BEGIN LISTED RECORDS

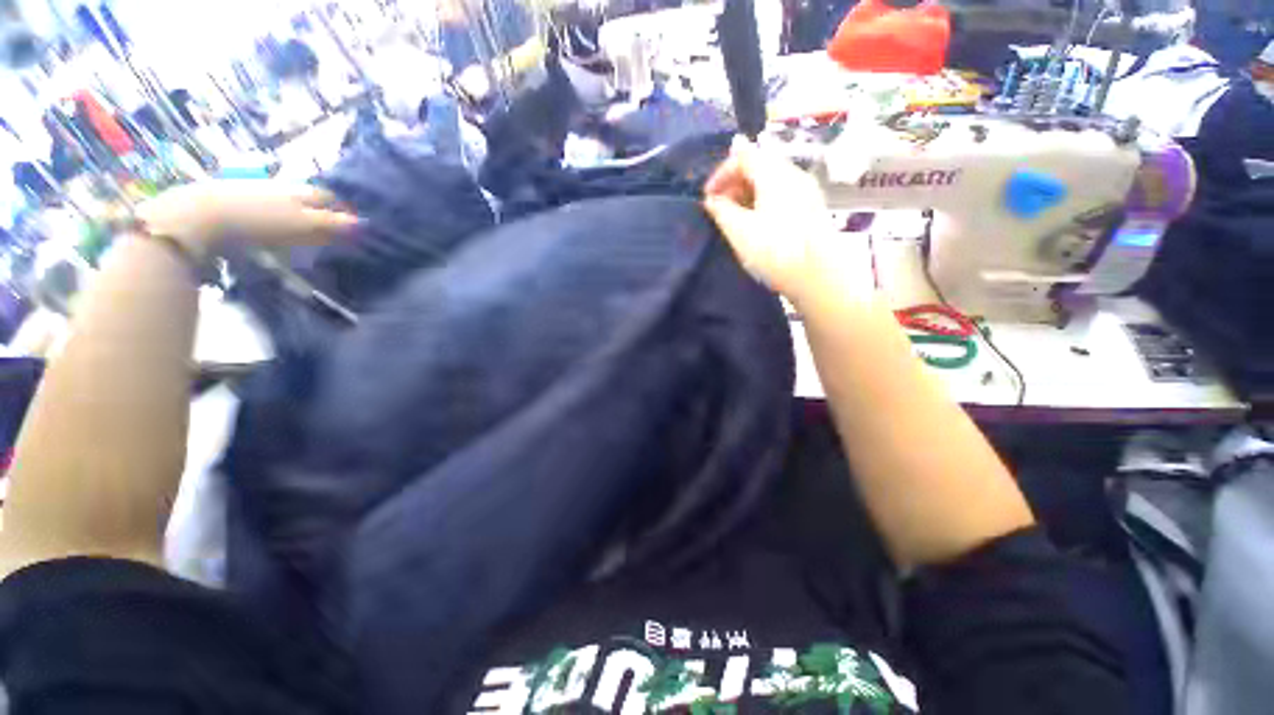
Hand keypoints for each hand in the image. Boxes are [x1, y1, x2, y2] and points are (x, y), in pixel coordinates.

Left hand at [137, 181, 358, 254]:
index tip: (351, 224)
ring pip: (283, 199)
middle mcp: (280, 185)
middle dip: (320, 208)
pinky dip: (272, 214)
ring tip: (300, 227)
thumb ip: (334, 225)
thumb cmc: (258, 222)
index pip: (329, 198)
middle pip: (307, 196)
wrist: (197, 217)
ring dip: (295, 211)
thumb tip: (364, 225)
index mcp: (300, 191)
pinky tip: (269, 225)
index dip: (342, 209)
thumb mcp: (303, 226)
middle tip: (329, 226)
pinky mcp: (230, 199)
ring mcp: (253, 190)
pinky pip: (261, 205)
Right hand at [704, 138, 869, 301]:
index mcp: (775, 174)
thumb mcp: (739, 232)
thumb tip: (712, 199)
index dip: (720, 173)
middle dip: (734, 183)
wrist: (819, 277)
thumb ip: (721, 210)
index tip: (707, 198)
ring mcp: (806, 191)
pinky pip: (782, 193)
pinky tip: (756, 224)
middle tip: (720, 208)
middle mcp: (794, 174)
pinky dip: (763, 201)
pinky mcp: (811, 208)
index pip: (743, 156)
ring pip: (771, 180)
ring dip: (748, 193)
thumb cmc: (775, 252)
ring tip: (735, 218)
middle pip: (759, 165)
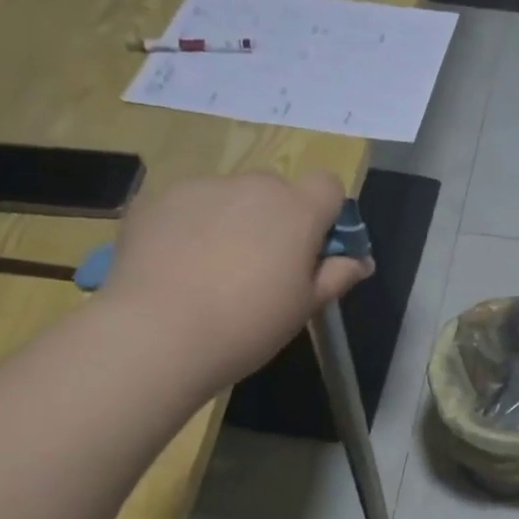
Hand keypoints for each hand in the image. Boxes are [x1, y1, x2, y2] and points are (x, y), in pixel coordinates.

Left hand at [96, 171, 372, 385]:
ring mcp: (200, 187)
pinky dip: (192, 228)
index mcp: (296, 209)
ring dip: (233, 222)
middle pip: (277, 191)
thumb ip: (337, 276)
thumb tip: (361, 261)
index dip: (327, 215)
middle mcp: (251, 185)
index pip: (328, 185)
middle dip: (277, 220)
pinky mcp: (156, 198)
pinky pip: (189, 207)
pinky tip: (179, 269)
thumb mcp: (305, 307)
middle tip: (264, 271)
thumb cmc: (249, 325)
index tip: (314, 252)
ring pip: (230, 197)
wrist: (159, 333)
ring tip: (214, 273)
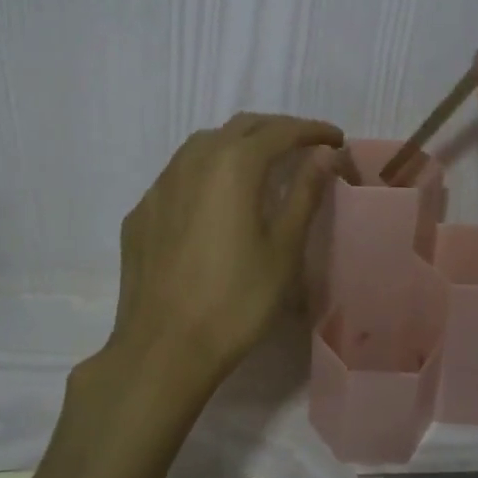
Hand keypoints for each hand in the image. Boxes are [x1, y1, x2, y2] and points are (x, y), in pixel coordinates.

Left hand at [86, 113, 343, 424]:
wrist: (163, 349)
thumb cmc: (236, 301)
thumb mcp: (283, 249)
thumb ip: (305, 193)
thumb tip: (325, 155)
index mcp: (233, 166)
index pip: (279, 131)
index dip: (311, 130)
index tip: (336, 139)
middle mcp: (192, 162)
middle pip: (240, 128)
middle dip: (276, 130)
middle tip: (304, 147)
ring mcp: (159, 186)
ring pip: (203, 145)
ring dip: (237, 144)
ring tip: (261, 165)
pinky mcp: (141, 212)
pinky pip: (178, 174)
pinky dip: (206, 171)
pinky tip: (214, 200)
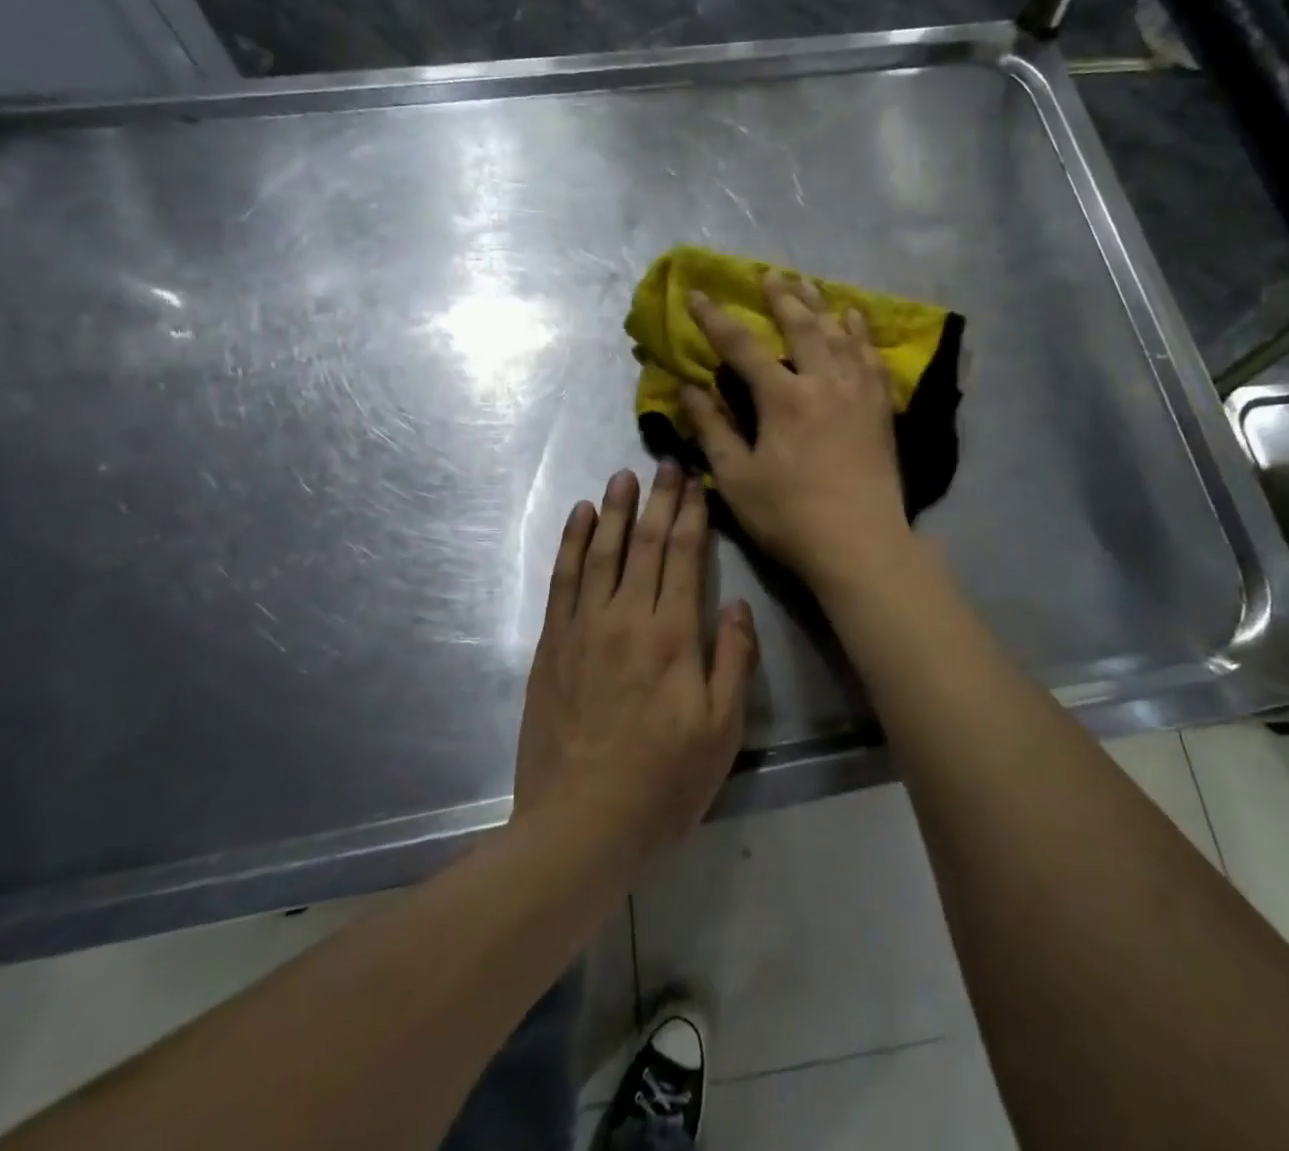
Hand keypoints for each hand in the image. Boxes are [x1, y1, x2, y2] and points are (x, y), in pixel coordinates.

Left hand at [513, 464, 757, 863]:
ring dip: (613, 510)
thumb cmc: (663, 782)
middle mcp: (627, 618)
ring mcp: (584, 628)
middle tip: (665, 462)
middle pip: (645, 544)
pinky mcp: (553, 644)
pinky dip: (571, 543)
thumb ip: (733, 660)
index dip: (691, 515)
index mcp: (673, 636)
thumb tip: (736, 605)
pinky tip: (578, 517)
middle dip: (658, 500)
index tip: (694, 482)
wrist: (580, 825)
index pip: (684, 557)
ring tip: (622, 474)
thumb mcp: (721, 730)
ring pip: (601, 552)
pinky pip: (563, 580)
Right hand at [682, 272, 911, 586]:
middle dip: (780, 296)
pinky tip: (856, 319)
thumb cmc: (790, 516)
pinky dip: (861, 332)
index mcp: (783, 398)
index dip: (715, 318)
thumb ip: (712, 429)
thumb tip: (689, 388)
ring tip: (807, 284)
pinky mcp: (881, 407)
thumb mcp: (737, 478)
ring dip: (820, 304)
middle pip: (801, 325)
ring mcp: (859, 391)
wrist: (862, 543)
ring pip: (840, 333)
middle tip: (768, 274)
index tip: (696, 294)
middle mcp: (824, 382)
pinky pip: (872, 356)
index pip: (742, 346)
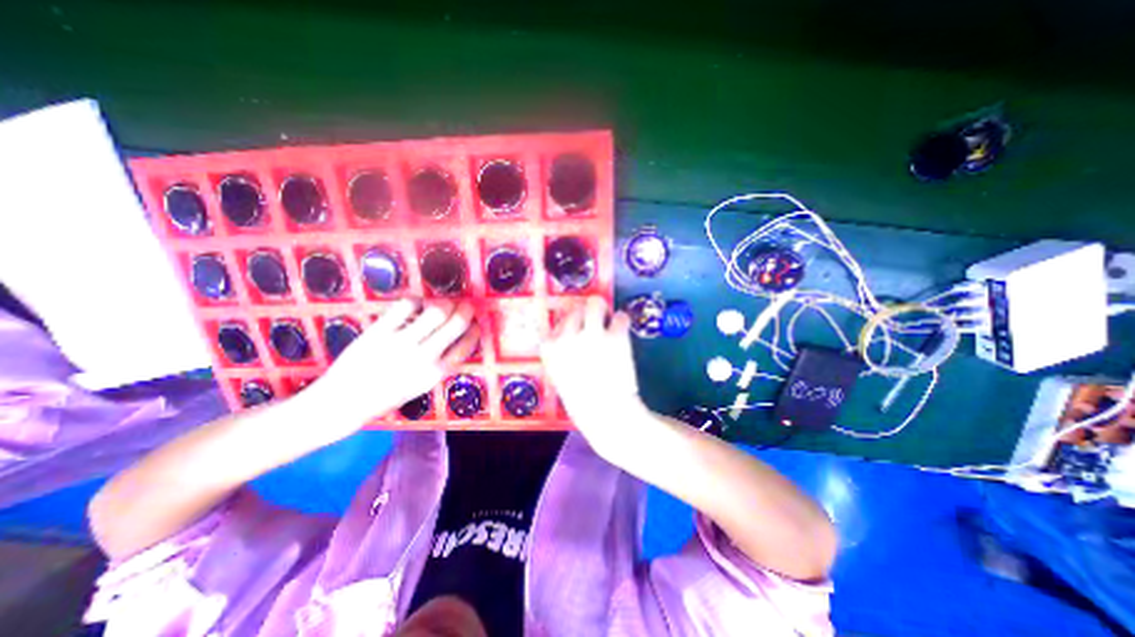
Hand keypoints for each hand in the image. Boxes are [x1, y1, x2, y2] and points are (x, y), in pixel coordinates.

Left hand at [306, 298, 478, 432]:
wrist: (342, 403)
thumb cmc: (386, 397)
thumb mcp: (421, 386)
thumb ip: (441, 364)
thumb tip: (457, 338)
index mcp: (436, 373)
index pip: (467, 345)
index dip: (475, 330)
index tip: (476, 323)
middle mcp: (423, 357)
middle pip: (456, 323)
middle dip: (466, 310)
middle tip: (466, 305)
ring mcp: (401, 343)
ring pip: (435, 311)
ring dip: (444, 303)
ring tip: (442, 304)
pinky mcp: (379, 331)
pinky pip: (407, 306)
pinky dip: (417, 300)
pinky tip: (417, 304)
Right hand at [544, 295, 651, 459]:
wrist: (606, 414)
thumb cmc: (581, 398)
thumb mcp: (559, 373)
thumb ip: (561, 351)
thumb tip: (573, 332)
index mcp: (551, 347)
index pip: (559, 321)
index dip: (571, 323)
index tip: (578, 329)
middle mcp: (569, 335)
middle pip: (576, 309)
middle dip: (587, 313)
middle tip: (596, 321)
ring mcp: (592, 334)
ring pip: (596, 303)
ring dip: (603, 309)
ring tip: (609, 319)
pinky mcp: (615, 336)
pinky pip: (620, 317)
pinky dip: (622, 322)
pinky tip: (623, 332)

END LISTED RECORDS

- _REQUIRED WORK_: Could you repeat exactly the lines from the first one of the records above through the line containing "index tip: (314, 252)", leaving out any pictures?

- _REPLY TO THE TASK_:
Hand keypoints for each hand in the image. Boxes are [x1, y1, x2, y2] and points are (x, y), in pixel coordinates.

Left hand at [137, 181, 358, 254]:
index tip: (351, 224)
ring pip: (283, 199)
middle mcp: (280, 185)
middle dip: (320, 208)
pinky dip: (272, 214)
ring tip: (300, 227)
thumb ip: (334, 225)
thumb cmc: (258, 222)
index pip: (329, 198)
middle pip: (307, 196)
wrist: (197, 217)
ring dip: (295, 211)
thumb tip: (364, 225)
index mcp: (300, 191)
pinky tip: (269, 225)
index dip: (342, 209)
thumb mcp: (303, 226)
middle tip: (329, 226)
pinky mcp: (230, 199)
ring mcp: (253, 190)
pinky pip: (261, 205)
Right hand at [704, 138, 869, 301]:
index mcp: (775, 174)
thumb mcp: (739, 232)
thumb tip: (712, 199)
index dip: (720, 173)
middle dip: (734, 183)
wrist: (819, 277)
thumb ip: (721, 210)
index tip: (707, 198)
ring mcp: (806, 191)
pinky pip: (782, 193)
pinky tip: (756, 224)
middle tip: (720, 208)
middle mcp: (794, 174)
pinky dip: (763, 201)
pinky mcp: (811, 208)
index pip: (743, 156)
ring pip: (771, 180)
ring dip: (748, 193)
thumb cmc: (775, 252)
ring tip: (735, 218)
middle pip: (759, 165)
Hand keypoints for each hand in the image. Boxes are [x1, y1, x2, y2] and points are (x, y), in pixel coordinates.

Left hand at [96, 171, 372, 385]:
ring mcp: (200, 187)
pinky dip: (192, 228)
index mcp: (296, 209)
ring dip: (233, 222)
middle pip: (277, 191)
thumb ip: (337, 276)
thumb tip: (361, 261)
index dip: (327, 215)
middle mcp: (251, 185)
index pip: (328, 185)
middle dip: (277, 220)
pinky mcp: (156, 198)
pinky pip: (189, 207)
pinky tip: (179, 269)
thumb mcp: (305, 307)
middle tip: (264, 271)
thumb cmc: (249, 325)
index tip: (314, 252)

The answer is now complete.